S’appuyant sur un usage décomplexé des statistiques ethniques, elle a expliqué que 25 % de la population française serait «non blanche». Ce chiffre peut paraître étonnant. On nous affirmait pourtant qu’évoquer une mutation démographique à grande échelle de la population française aujourd’hui relevait du fantasme et du conspirationnisme. À moins que cette mutation ne soit reconnue que lorsque vient le temps de la célébrer ? Faut-il comprendre que les statistiques ethniques sont autorisées lorsque Delphine Ernotte en fait usage mais interdites lorsqu’elles sont utilisées par un homme à la mauvaise réputation idéologique ? Il serait intéressant de le savoir.
Quoi qu’il en soit, Delphine Ernotte s’appuie sur ce chiffre pour en appeler à une meilleure représentativité de ceux qu’on appelle en Amérique du Nord les « racisé s». On n’en sera pas surpris pour peu qu’on se souvienne que Mme Ernotte affirmait en 2015 qu’« on a une télévision d’hommes blancs de plus de 50 ans et ça, il va falloir que ça change ». Le régime diversitaire, avant chacune de ses charges, réactive la figure du bouc émissaire contre laquelle il se construit.
Sa méthode se veut musclée : «O n ne finance pas un projet quand la diversité n’est pas représentée.» En d’autres mots, France Télévisions entend se lancer dans une entreprise d’ingénierie sociale explicite. Pour citer cette fois Françoise Nyssen, alors ministre de la Culture, « le pays des Lumières sur ce sujet, de la diversité, est hautement réactionnaire. Avec une volonté politique sans ambiguïté, notre média engagé changera les mentalités sur le terrain ».
Mais la théorie de la représentativité des ondes repose sur une sociologie bancale, compartimentant de manière toujours plus étroite la société en identités claniques et rivales. À l’américaine, on distinguera d’abord les hommes des femmes et des « non-binaires » qui refusent d’entrer dans une de ces deux catégories, les bien portants des handicapés, en plus de trier tout le monde en groupes raciaux, bien qu’il soit ici possible de proposer une classification simplifiée, en séparant les Blancs méchants des minorités opprimées. Sans oublier tant d’autres catégories.

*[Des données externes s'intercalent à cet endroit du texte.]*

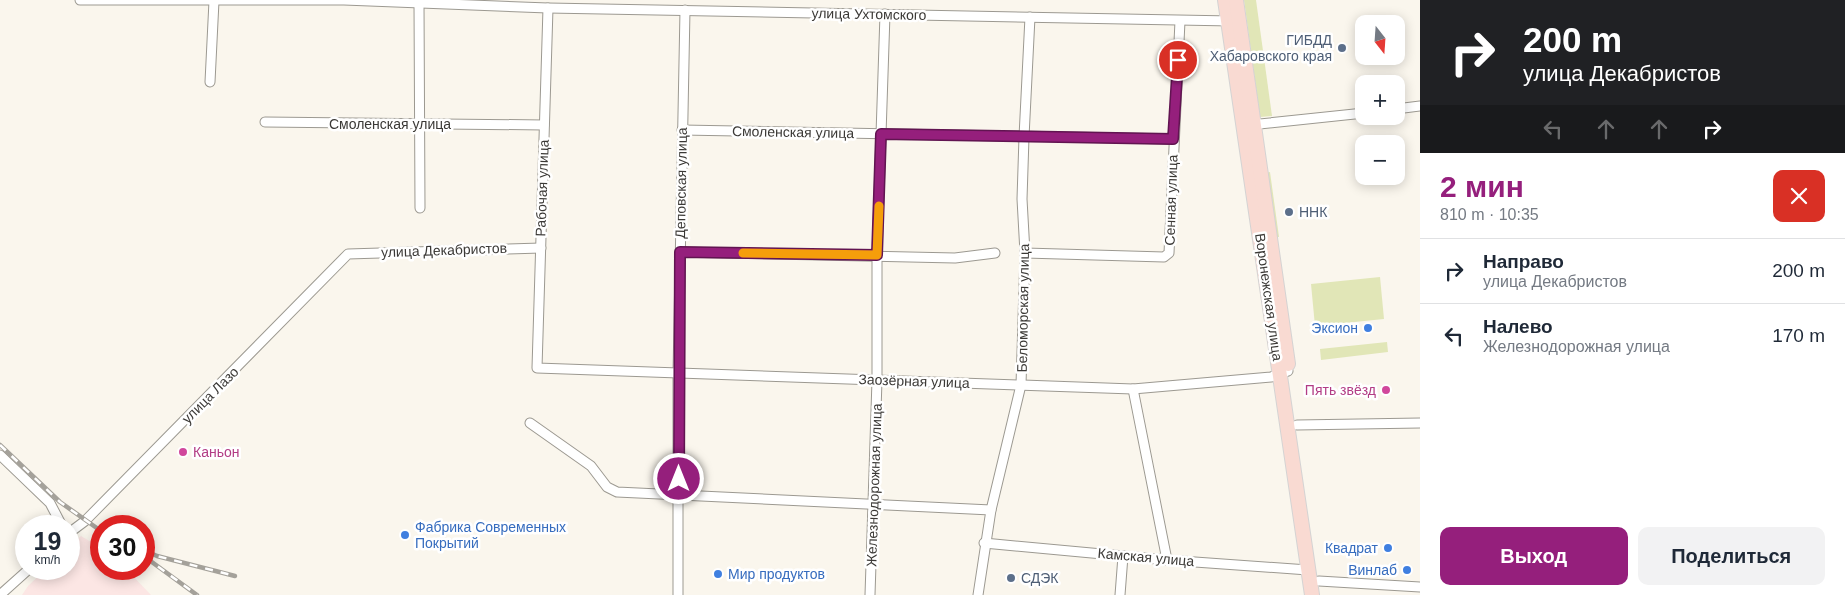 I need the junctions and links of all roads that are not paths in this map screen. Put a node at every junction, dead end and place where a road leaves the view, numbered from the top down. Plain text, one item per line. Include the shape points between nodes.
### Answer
1 (80, 0) edge
2 (1225, 0) edge
3 (1236, 0) edge
4 (214, 1) edge
5 (419, 3) junction
6 (548, 8) junction
7 (685, 10) junction
8 (885, 14) junction
9 (1030, 18) junction
10 (1180, 21) junction
11 (1233, 21) junction
12 (210, 82) dead end
13 (1420, 106) edge
14 (1405, 108) edge
15 (1355, 113) edge
16 (265, 122) dead end
17 (420, 124) junction
18 (544, 125) junction
19 (1249, 125) junction
20 (682, 130) junction
21 (881, 134) junction
22 (1024, 137) junction
23 (1173, 139) junction
24 (420, 208) dead end
25 (541, 248) junction
26 (680, 252) junction
27 (996, 253) dead end
28 (1025, 253) junction
29 (348, 254) joint
30 (877, 255) junction
31 (537, 368) joint
32 (678, 373) junction
33 (1284, 373) junction
34 (877, 380) junction
35 (1021, 385) junction
36 (1133, 388) junction
37 (530, 423) dead end
38 (1420, 423) edge
39 (1297, 426) junction
40 (0, 455) edge
41 (679, 496) junction
42 (873, 504) junction
43 (990, 510) junction
44 (56, 515) edge
45 (80, 524) edge
46 (984, 542) junction
47 (1123, 556) junction
48 (1167, 560) junction
49 (1308, 570) junction
50 (17, 580) edge
51 (1420, 587) edge
52 (1321, 588) edge
53 (0, 595) edge
54 (678, 595) edge
55 (870, 595) edge
56 (978, 595) edge
57 (1120, 595) edge
58 (1312, 595) edge

1 - 4 street, улица Ухтомского
2 - 11 main road, Воронежская улица
3 - 11 main road, Воронежская улица
4 - 5 street, улица Ухтомского
4 - 12 street
5 - 6 street, улица Ухтомского
5 - 17 street
6 - 7 street, улица Ухтомского
6 - 18 street, Рабочая улица
7 - 8 street, улица Ухтомского
7 - 20 street, Деповская улица
8 - 9 street, улица Ухтомского
8 - 21 street, Железнодорожная улица
9 - 10 street, улица Ухтомского
9 - 22 street, Беломорская улица
10 - 11 street, улица Ухтомского
10 - 23 street, Сенная улица
11 - 19 main road, Воронежская улица
13 - 14 street
15 - 19 street
16 - 17 street, Смоленская улица
17 - 18 street, Смоленская улица
17 - 24 street
18 - 25 street, Рабочая улица
19 - 33 main road, Воронежская улица
20 - 21 street, Смоленская улица
20 - 26 street, Деповская улица
21 - 22 street, Смоленская улица
21 - 30 street, Железнодорожная улица
22 - 23 street, Смоленская улица
22 - 28 street, Беломорская улица via 1022,199
23 - 28 street, Сенная улица via 1170,249 1164,257
25 - 29 street, улица Декабристов
25 - 31 street, Рабочая улица
26 - 30 street
26 - 32 street, Деповская улица
27 - 30 street via 954,258
28 - 35 street, Беломорская улица
29 - 45 street, улица Лазо
30 - 34 street, Железнодорожная улица
31 - 32 street, Заозёрная улица
32 - 34 street, Заозёрная улица
32 - 41 street, Деповская улица
33 - 36 street, Заозёрная улица via 1181,386
33 - 39 main road, Воронежская улица
33 - 49 main road, Воронежская улица
34 - 35 street, Заозёрная улица
34 - 42 street, Железнодорожная улица
35 - 36 street, Заозёрная улица
35 - 43 street, Беломорская улица
36 - 48 street
37 - 41 street via 591,466 607,487 617,492
38 - 39 street
39 - 52 main road, Воронежская улица
40 - 44 street via 50,503
41 - 42 street
41 - 54 street, Деповская улица
42 - 43 street
42 - 55 street, Железнодорожная улица
43 - 46 street, Беломорская улица
46 - 47 street, Камская улица
46 - 56 street, Беломорская улица
47 - 48 street, Камская улица
47 - 57 street
48 - 49 street, Камская улица
49 - 58 main road, Воронежская улица
50 - 53 street
51 - 52 street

On suppose surtout que chaque individu ne peut finalement être représenté que par un membre du groupe auquel il est assigné par la bureaucratie diversitaire, et qu’il s’identifiera intégralement aux idées qu’on lui prête. Au terme de ce saucissonnage, le monde n’apparaît plus qu’à la manière d’une série d’échantillons représentatifs.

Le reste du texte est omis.